[Stored items]
[Start of section]
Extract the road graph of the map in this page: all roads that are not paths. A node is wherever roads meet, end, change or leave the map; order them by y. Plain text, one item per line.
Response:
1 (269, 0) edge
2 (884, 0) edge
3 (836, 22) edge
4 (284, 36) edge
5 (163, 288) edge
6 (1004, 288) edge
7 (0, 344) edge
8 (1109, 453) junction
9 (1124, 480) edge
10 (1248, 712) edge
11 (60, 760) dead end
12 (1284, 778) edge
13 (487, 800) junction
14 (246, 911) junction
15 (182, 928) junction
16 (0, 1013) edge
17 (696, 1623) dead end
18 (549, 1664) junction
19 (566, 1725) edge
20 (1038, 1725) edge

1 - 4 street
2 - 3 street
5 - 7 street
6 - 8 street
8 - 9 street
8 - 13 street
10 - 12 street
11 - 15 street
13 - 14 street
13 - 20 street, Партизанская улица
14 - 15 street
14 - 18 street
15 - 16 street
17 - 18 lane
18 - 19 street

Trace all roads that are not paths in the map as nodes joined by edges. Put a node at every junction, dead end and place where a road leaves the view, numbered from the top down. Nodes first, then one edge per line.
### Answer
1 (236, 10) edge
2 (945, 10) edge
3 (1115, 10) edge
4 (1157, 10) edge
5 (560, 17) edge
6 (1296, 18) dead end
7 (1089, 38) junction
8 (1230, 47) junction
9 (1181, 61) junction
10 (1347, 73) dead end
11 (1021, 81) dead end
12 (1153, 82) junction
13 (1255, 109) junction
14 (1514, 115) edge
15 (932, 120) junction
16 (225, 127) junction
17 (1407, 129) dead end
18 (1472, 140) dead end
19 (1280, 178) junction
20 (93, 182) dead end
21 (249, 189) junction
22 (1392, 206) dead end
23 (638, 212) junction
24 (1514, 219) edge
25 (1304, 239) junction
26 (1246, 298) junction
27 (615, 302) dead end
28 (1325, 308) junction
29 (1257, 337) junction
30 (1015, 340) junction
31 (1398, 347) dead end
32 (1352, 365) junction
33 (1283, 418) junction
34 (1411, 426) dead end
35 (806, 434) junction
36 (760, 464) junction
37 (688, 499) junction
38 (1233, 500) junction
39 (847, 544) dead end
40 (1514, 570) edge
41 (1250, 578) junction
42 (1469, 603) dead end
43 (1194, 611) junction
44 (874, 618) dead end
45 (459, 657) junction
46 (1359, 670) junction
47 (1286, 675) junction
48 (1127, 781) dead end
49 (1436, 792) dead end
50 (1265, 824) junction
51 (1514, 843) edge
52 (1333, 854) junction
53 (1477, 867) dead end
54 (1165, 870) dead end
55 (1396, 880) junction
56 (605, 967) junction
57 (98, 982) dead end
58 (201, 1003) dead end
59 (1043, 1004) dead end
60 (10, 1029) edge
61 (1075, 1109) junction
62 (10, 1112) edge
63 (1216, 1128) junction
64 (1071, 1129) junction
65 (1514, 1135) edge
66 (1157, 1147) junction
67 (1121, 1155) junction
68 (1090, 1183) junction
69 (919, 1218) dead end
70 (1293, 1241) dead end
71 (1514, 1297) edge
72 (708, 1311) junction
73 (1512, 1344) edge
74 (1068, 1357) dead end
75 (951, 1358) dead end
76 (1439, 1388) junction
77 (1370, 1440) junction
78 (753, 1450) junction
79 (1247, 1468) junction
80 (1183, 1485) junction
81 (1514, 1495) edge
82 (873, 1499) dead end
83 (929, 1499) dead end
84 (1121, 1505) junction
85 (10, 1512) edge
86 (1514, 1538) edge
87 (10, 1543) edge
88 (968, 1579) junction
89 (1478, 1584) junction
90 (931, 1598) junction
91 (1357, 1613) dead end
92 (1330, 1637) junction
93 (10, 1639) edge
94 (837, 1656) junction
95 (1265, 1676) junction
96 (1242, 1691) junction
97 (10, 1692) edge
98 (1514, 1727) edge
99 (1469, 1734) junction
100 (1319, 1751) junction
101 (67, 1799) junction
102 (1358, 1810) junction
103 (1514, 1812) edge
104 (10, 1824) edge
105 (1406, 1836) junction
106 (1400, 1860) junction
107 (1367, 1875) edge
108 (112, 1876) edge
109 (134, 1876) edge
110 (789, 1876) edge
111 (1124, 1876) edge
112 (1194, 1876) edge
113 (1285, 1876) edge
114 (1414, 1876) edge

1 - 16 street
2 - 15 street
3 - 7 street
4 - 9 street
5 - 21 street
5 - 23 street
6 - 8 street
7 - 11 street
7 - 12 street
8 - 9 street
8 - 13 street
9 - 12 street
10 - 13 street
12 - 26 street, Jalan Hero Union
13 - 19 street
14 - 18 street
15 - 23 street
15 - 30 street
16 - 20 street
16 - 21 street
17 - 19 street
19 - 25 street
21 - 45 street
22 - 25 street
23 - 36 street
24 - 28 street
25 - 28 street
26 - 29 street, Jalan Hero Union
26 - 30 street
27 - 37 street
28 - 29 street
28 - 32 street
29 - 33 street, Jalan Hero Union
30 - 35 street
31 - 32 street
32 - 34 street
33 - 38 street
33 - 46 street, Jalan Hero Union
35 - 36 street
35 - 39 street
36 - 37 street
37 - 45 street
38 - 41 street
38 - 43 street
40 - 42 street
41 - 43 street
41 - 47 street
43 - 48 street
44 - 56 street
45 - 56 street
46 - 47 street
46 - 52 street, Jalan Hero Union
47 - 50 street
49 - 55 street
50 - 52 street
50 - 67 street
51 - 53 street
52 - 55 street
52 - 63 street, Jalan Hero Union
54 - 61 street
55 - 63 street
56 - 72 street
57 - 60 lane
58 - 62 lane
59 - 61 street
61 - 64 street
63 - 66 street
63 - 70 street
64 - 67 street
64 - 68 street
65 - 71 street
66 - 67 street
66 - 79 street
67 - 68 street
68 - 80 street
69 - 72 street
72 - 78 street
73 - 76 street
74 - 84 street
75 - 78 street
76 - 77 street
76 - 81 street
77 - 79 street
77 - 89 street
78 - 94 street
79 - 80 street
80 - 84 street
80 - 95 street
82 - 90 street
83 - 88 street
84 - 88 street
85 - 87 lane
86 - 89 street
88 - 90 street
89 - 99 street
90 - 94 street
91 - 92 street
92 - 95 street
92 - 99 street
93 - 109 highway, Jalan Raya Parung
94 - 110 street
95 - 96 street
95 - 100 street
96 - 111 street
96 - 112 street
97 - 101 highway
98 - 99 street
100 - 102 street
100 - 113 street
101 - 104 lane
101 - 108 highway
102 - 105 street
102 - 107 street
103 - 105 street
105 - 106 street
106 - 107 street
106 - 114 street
[End of section]
Try it: Copy each line of the data above exactly as it appears.

Solved problem:
Extract the road graph of the map in this page: all roads that are not paths. A node is wherever roads meet, end, change or leave the map; order them by y. Plain text, one item per line.
Response:
1 (269, 0) edge
2 (884, 0) edge
3 (836, 22) edge
4 (284, 36) edge
5 (163, 288) edge
6 (1004, 288) edge
7 (0, 344) edge
8 (1109, 453) junction
9 (1124, 480) edge
10 (1248, 712) edge
11 (60, 760) dead end
12 (1284, 778) edge
13 (487, 800) junction
14 (246, 911) junction
15 (182, 928) junction
16 (0, 1013) edge
17 (696, 1623) dead end
18 (549, 1664) junction
19 (566, 1725) edge
20 (1038, 1725) edge

1 - 4 street
2 - 3 street
5 - 7 street
6 - 8 street
8 - 9 street
8 - 13 street
10 - 12 street
11 - 15 street
13 - 14 street
13 - 20 street, Партизанская улица
14 - 15 street
14 - 18 street
15 - 16 street
17 - 18 lane
18 - 19 street

Trace all roads that are not paths in the map as nodes joined by edges. Put a node at every junction, dead end and place where a road leaves the view, numbered from the top down. Nodes first, then one edge per line.
### Answer
1 (236, 10) edge
2 (945, 10) edge
3 (1115, 10) edge
4 (1157, 10) edge
5 (560, 17) edge
6 (1296, 18) dead end
7 (1089, 38) junction
8 (1230, 47) junction
9 (1181, 61) junction
10 (1347, 73) dead end
11 (1021, 81) dead end
12 (1153, 82) junction
13 (1255, 109) junction
14 (1514, 115) edge
15 (932, 120) junction
16 (225, 127) junction
17 (1407, 129) dead end
18 (1472, 140) dead end
19 (1280, 178) junction
20 (93, 182) dead end
21 (249, 189) junction
22 (1392, 206) dead end
23 (638, 212) junction
24 (1514, 219) edge
25 (1304, 239) junction
26 (1246, 298) junction
27 (615, 302) dead end
28 (1325, 308) junction
29 (1257, 337) junction
30 (1015, 340) junction
31 (1398, 347) dead end
32 (1352, 365) junction
33 (1283, 418) junction
34 (1411, 426) dead end
35 (806, 434) junction
36 (760, 464) junction
37 (688, 499) junction
38 (1233, 500) junction
39 (847, 544) dead end
40 (1514, 570) edge
41 (1250, 578) junction
42 (1469, 603) dead end
43 (1194, 611) junction
44 (874, 618) dead end
45 (459, 657) junction
46 (1359, 670) junction
47 (1286, 675) junction
48 (1127, 781) dead end
49 (1436, 792) dead end
50 (1265, 824) junction
51 (1514, 843) edge
52 (1333, 854) junction
53 (1477, 867) dead end
54 (1165, 870) dead end
55 (1396, 880) junction
56 (605, 967) junction
57 (98, 982) dead end
58 (201, 1003) dead end
59 (1043, 1004) dead end
60 (10, 1029) edge
61 (1075, 1109) junction
62 (10, 1112) edge
63 (1216, 1128) junction
64 (1071, 1129) junction
65 (1514, 1135) edge
66 (1157, 1147) junction
67 (1121, 1155) junction
68 (1090, 1183) junction
69 (919, 1218) dead end
70 (1293, 1241) dead end
71 (1514, 1297) edge
72 (708, 1311) junction
73 (1512, 1344) edge
74 (1068, 1357) dead end
75 (951, 1358) dead end
76 (1439, 1388) junction
77 (1370, 1440) junction
78 (753, 1450) junction
79 (1247, 1468) junction
80 (1183, 1485) junction
81 (1514, 1495) edge
82 (873, 1499) dead end
83 (929, 1499) dead end
84 (1121, 1505) junction
85 (10, 1512) edge
86 (1514, 1538) edge
87 (10, 1543) edge
88 (968, 1579) junction
89 (1478, 1584) junction
90 (931, 1598) junction
91 (1357, 1613) dead end
92 (1330, 1637) junction
93 (10, 1639) edge
94 (837, 1656) junction
95 (1265, 1676) junction
96 (1242, 1691) junction
97 (10, 1692) edge
98 (1514, 1727) edge
99 (1469, 1734) junction
100 (1319, 1751) junction
101 (67, 1799) junction
102 (1358, 1810) junction
103 (1514, 1812) edge
104 (10, 1824) edge
105 (1406, 1836) junction
106 (1400, 1860) junction
107 (1367, 1875) edge
108 (112, 1876) edge
109 (134, 1876) edge
110 (789, 1876) edge
111 (1124, 1876) edge
112 (1194, 1876) edge
113 (1285, 1876) edge
114 (1414, 1876) edge

1 - 16 street
2 - 15 street
3 - 7 street
4 - 9 street
5 - 21 street
5 - 23 street
6 - 8 street
7 - 11 street
7 - 12 street
8 - 9 street
8 - 13 street
9 - 12 street
10 - 13 street
12 - 26 street, Jalan Hero Union
13 - 19 street
14 - 18 street
15 - 23 street
15 - 30 street
16 - 20 street
16 - 21 street
17 - 19 street
19 - 25 street
21 - 45 street
22 - 25 street
23 - 36 street
24 - 28 street
25 - 28 street
26 - 29 street, Jalan Hero Union
26 - 30 street
27 - 37 street
28 - 29 street
28 - 32 street
29 - 33 street, Jalan Hero Union
30 - 35 street
31 - 32 street
32 - 34 street
33 - 38 street
33 - 46 street, Jalan Hero Union
35 - 36 street
35 - 39 street
36 - 37 street
37 - 45 street
38 - 41 street
38 - 43 street
40 - 42 street
41 - 43 street
41 - 47 street
43 - 48 street
44 - 56 street
45 - 56 street
46 - 47 street
46 - 52 street, Jalan Hero Union
47 - 50 street
49 - 55 street
50 - 52 street
50 - 67 street
51 - 53 street
52 - 55 street
52 - 63 street, Jalan Hero Union
54 - 61 street
55 - 63 street
56 - 72 street
57 - 60 lane
58 - 62 lane
59 - 61 street
61 - 64 street
63 - 66 street
63 - 70 street
64 - 67 street
64 - 68 street
65 - 71 street
66 - 67 street
66 - 79 street
67 - 68 street
68 - 80 street
69 - 72 street
72 - 78 street
73 - 76 street
74 - 84 street
75 - 78 street
76 - 77 street
76 - 81 street
77 - 79 street
77 - 89 street
78 - 94 street
79 - 80 street
80 - 84 street
80 - 95 street
82 - 90 street
83 - 88 street
84 - 88 street
85 - 87 lane
86 - 89 street
88 - 90 street
89 - 99 street
90 - 94 street
91 - 92 street
92 - 95 street
92 - 99 street
93 - 109 highway, Jalan Raya Parung
94 - 110 street
95 - 96 street
95 - 100 street
96 - 111 street
96 - 112 street
97 - 101 highway
98 - 99 street
100 - 102 street
100 - 113 street
101 - 104 lane
101 - 108 highway
102 - 105 street
102 - 107 street
103 - 105 street
105 - 106 street
106 - 107 street
106 - 114 street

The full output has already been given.